Colonel-General of Infantry and governor of Guyenne
Captaincy – Master Superior
Strategy – Master Superior
Espionage – Master
Etiquette – Master Superior
Born at Caumont in Languedoc, the duc d’Épernon (b. 1554) followed in the footsteps of his father and grandfather by choosing a military career, serving first the Catholic kings of France against the Huguenots during the Wars of Religion. Épernon came to the notice of the duc d’Anjou – the future King Henri III – during the seige of La Rochelle in 1572, and by 1578, he was a member of the king’s favorites, les mignons. He was elevated to his dukedom in 1581 and was awarded numerous titles and offices by the king – chevalier of the Holy Spirit, colonel-general of the infantry, admiral of France, and numerous governments including those of Normandie and Provence.
In 1687 her married Marguerite de Foix, comtesse de Candale, a relative of the influential Montmorency family; Marguerite (d. 1593) gave birth to four sons: Henri, Bernard, Pierre, and Louis. After Marguerite’s death, Épernon remarried, to Anne Castelet de Monier, who produced another son, Jean-Louis. The duke also fathered three natural children, a daughter and two more sons, by Diane d’Estrées, the sister of King Henri IV’s mistress Gabrielle d’Estrées.

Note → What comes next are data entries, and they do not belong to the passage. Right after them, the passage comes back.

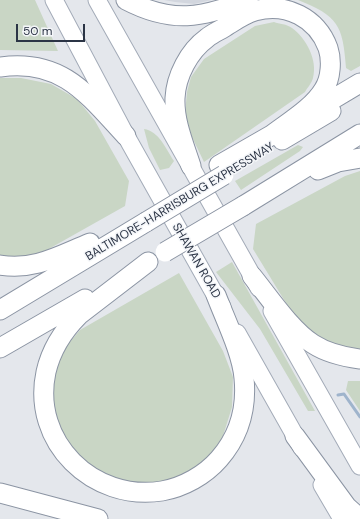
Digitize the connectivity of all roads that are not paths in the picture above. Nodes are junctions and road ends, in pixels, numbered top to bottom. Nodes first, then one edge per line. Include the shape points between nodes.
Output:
1 (54, 0) edge
2 (84, 0) edge
3 (97, 0) edge
4 (126, 0) edge
5 (248, 0) edge
6 (0, 67) edge
7 (360, 83) edge
8 (360, 94) edge
9 (162, 115) junction
10 (360, 134) edge
11 (126, 136) junction
12 (269, 137) junction
13 (360, 158) edge
14 (191, 166) junction
15 (222, 170) junction
16 (269, 190) junction
17 (143, 217) junction
18 (90, 243) junction
19 (148, 262) junction
20 (0, 265) edge
21 (252, 276) junction
22 (216, 295) junction
23 (0, 300) edge
24 (0, 310) edge
25 (0, 348) edge
26 (360, 359) edge
27 (295, 436) junction
28 (360, 466) edge
29 (0, 493) edge
30 (360, 516) edge
31 (98, 519) edge
32 (342, 519) edge

1 - 11 main road, SHAWAN ROAD
2 - 9 main road
3 - 9 main road
4 - 5 highway via 154,12 188,16 206,15
6 - 11 highway via 36,67 63,77 90,97
7 - 12 highway
8 - 15 highway, BALTIMORE-HARRISBURG EXPRESSWAY
9 - 14 main road
10 - 16 highway
11 - 22 main road, SHAWAN ROAD
12 - 14 highway via 318,98 325,88 330,64 329,51 318,30 297,14 275,8 254,11 206,38 184,65 175,98 178,122
12 - 15 highway
13 - 16 highway via 338,162
14 - 21 main road
15 - 17 highway, BALTIMORE-HARRISBURG EXPRESSWAY, bridge
16 - 19 highway, bridge
17 - 18 highway
17 - 24 highway, BALTIMORE-HARRISBURG EXPRESSWAY
18 - 20 highway via 26,267
18 - 23 highway
19 - 22 highway via 71,322 50,356 46,372 44,398 54,437 76,466 103,484 142,493 169,490 204,473 226,452 243,414 244,377
19 - 25 highway
21 - 26 highway via 289,321 313,344 337,355
21 - 28 main road
22 - 27 main road, SHAWAN ROAD
27 - 30 highway via 347,507
27 - 32 main road, SHAWAN ROAD
29 - 31 highway

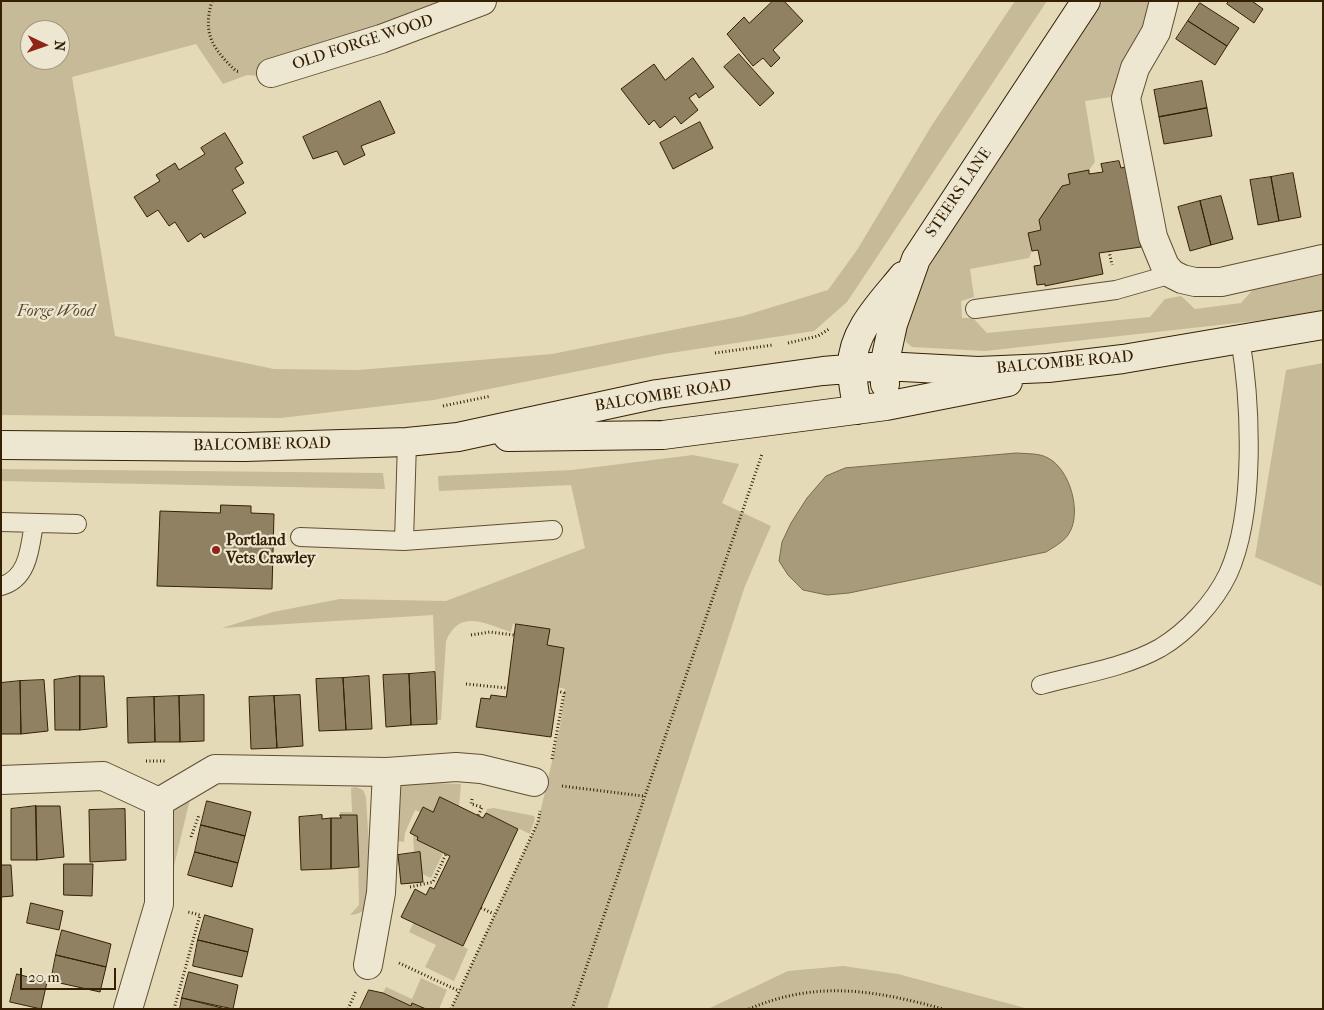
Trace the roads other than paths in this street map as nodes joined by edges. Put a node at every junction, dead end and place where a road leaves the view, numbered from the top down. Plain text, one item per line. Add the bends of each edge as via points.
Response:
1 (482, 1) edge
2 (1086, 1) edge
3 (1164, 1) edge
4 (271, 73) road end
5 (916, 259) junction
6 (1323, 259) edge
7 (1172, 274) junction
8 (976, 309) dead end
9 (1323, 325) edge
10 (1240, 338) junction
11 (884, 366) junction
12 (852, 368) junction
13 (1048, 368) junction
14 (886, 406) junction
15 (857, 410) junction
16 (458, 437) junction
17 (407, 442) junction
18 (1, 445) edge
19 (1, 522) edge
20 (34, 523) junction
21 (77, 524) dead end
22 (553, 530) dead end
23 (300, 537) dead end
24 (404, 541) junction
25 (1, 586) edge
26 (1041, 685) dead end
27 (387, 772) junction
28 (1, 780) edge
29 (540, 783) road end
30 (159, 802) junction
31 (370, 957) road end
32 (128, 1009) edge

1 - 4 street, OLD FORGE WOOD via 381,39
2 - 5 street, STEERS LANE
3 - 7 street via 1156,32 1135,68 1126,98 1153,237 1164,266
5 - 11 street, STEERS LANE via 893,324
5 - 12 street via 863,326
6 - 7 street via 1221,282 1195,282
7 - 8 lane via 1116,290
9 - 10 street, BALCOMBE ROAD
10 - 13 street, BALCOMBE ROAD via 1123,359
10 - 26 lane via 1244,362 1248,473 1240,532 1221,586 1190,625 1160,648 1139,658
11 - 12 street, BALCOMBE ROAD
11 - 13 street, BALCOMBE ROAD via 978,371
11 - 14 street, STEERS LANE
12 - 15 street
12 - 16 street, BALCOMBE ROAD via 658,394
13 - 14 street via 1006,383
14 - 15 street
15 - 16 street via 663,435
16 - 17 street, BALCOMBE ROAD
17 - 18 street, BALCOMBE ROAD via 245,447
17 - 24 lane
19 - 20 lane
20 - 21 lane
20 - 25 lane via 29,556 20,575
22 - 24 lane
23 - 24 lane
27 - 29 street via 480,769
27 - 30 street via 215,769
27 - 31 street via 381,892
28 - 30 street via 103,776
30 - 32 street via 159,904

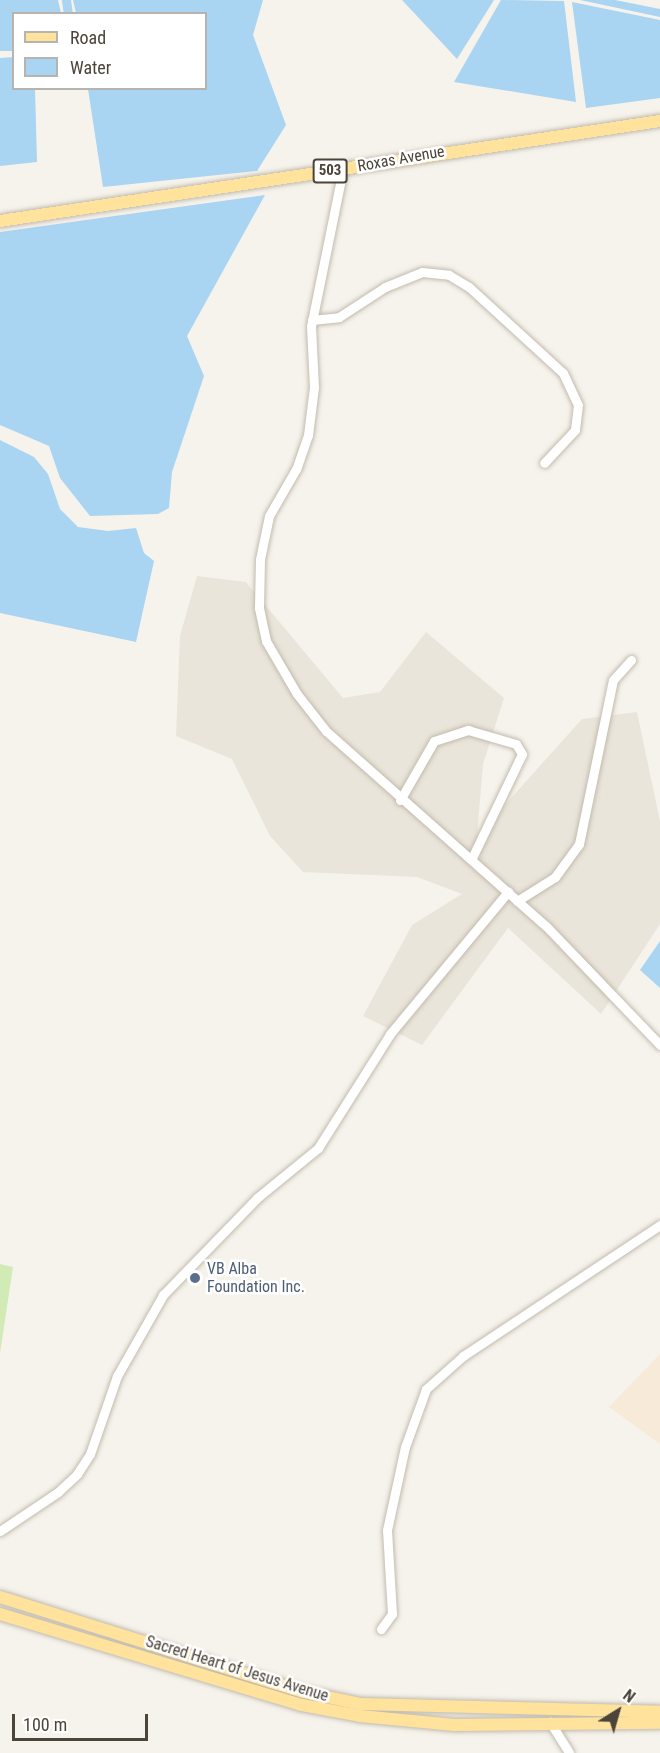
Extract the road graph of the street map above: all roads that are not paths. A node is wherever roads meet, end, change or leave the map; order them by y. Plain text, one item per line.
1 (660, 121) edge
2 (343, 169) junction
3 (0, 221) edge
4 (312, 320) junction
5 (544, 463) dead end
6 (631, 660) dead end
7 (400, 800) junction
8 (472, 858) junction
9 (508, 892) junction
10 (517, 901) junction
11 (660, 1045) edge
12 (660, 1225) edge
13 (0, 1531) edge
14 (0, 1597) edge
15 (0, 1614) edge
16 (381, 1629) dead end
17 (660, 1712) edge
18 (550, 1722) junction
19 (660, 1723) edge
20 (565, 1752) edge

1 - 2 main road, Roxas Avenue / 503
2 - 3 main road, Roxas Avenue / 503
2 - 4 street
4 - 5 street
4 - 7 street
6 - 10 street
7 - 8 street
7 - 8 street
8 - 9 street
9 - 10 street
9 - 13 street
10 - 11 street
12 - 16 street
14 - 17 main road, Sacred Heart of Jesus Avenue
15 - 18 main road, Sacred Heart of Jesus Avenue
18 - 19 main road, Sacred Heart of Jesus Avenue
18 - 20 street

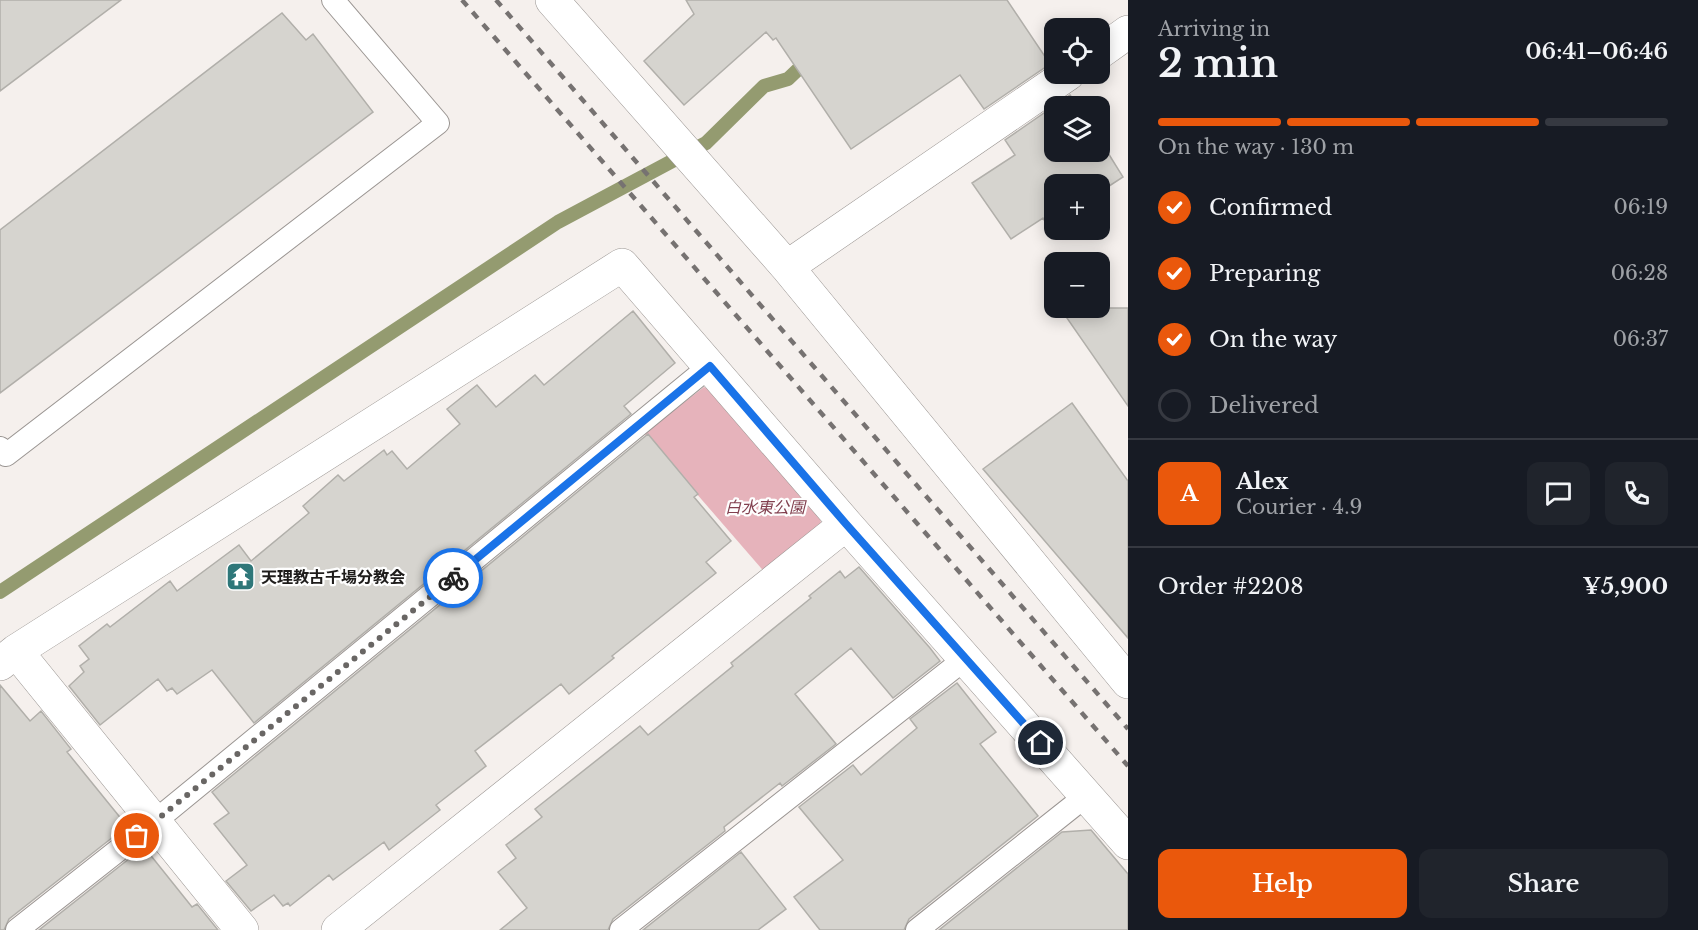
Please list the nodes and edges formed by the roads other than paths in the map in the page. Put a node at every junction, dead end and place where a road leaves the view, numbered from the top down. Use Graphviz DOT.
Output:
graph roads {
  1 [pos="333,0"];
  2 [pos="552,0"];
  3 [pos="1128,33"];
  4 [pos="1110,45"];
  5 [pos="1053,84"];
  6 [pos="787,267"];
  7 [pos="710,366"];
  8 [pos="0,448"];
  9 [pos="846,524"];
  10 [pos="8,657"];
  11 [pos="966,658"];
  12 [pos="1128,682"];
  13 [pos="1087,795"];
  14 [pos="154,822"];
  15 [pos="1128,843"];
  16 [pos="17,930"];
  17 [pos="242,930"];
  18 [pos="338,930"];
  19 [pos="621,930"];
  20 [pos="917,930"];
  1 -- 8 [label="lane"];
  2 -- 6 [label="street"];
  3 -- 4 [label="street"];
  5 -- 6 [label="street"];
  6 -- 12 [label="street"];
  7 -- 9 [label="street"];
  7 -- 10 [label="street"];
  7 -- 14 [label="lane"];
  9 -- 11 [label="street"];
  9 -- 18 [label="street"];
  10 -- 14 [label="street"];
  11 -- 13 [label="street"];
  11 -- 19 [label="lane"];
  13 -- 15 [label="street"];
  13 -- 20 [label="lane"];
  14 -- 16 [label="lane"];
  14 -- 17 [label="street"];
}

After the assassination of Henri III in 1589, Épernon joined the Catholic League against the new king, Henri IV; the duke attempted to to create an independent government in Provence, but, defeated and disgraced, in 1596 he was forced to submit to the king. Épernon never accepted Henri IV as the rightful ruler of France, however, and it is rumored, though never proved, that the duke aided the regicide Ravaillac who assassinated Henri IV in 1610; Ravaillac went to his death insisting he acted alone, on a vision from God, but it’s known that he stayed at the home of the duke’s mistress, Charlotte du Tillet, prior to the murder. Épernon immediately supported Henri’s widow, Marie de’ Medici, as the queen-regent of France during the minority of her son, Louis.
In 1618, Épernon withdrew from court over the treatment of Marie following the assassination of the Italian favorite Concini, marquis d’Ancre. The next year, Épernon freed Marie from her captivity in Blois, prompting the first War of the Mother and Son. He continued to support Marie in 1620, during the second War of the Mother and Son; following Marie’s defeat and subsequent reconciliation with Louis, Épernon receieved the government of Guyenne in 1622 at the end of the campaigns against the Huguenots in which the duke took an active role on behalf of the king.
The duke remains an influential and outspoken member of the dévot faction at court.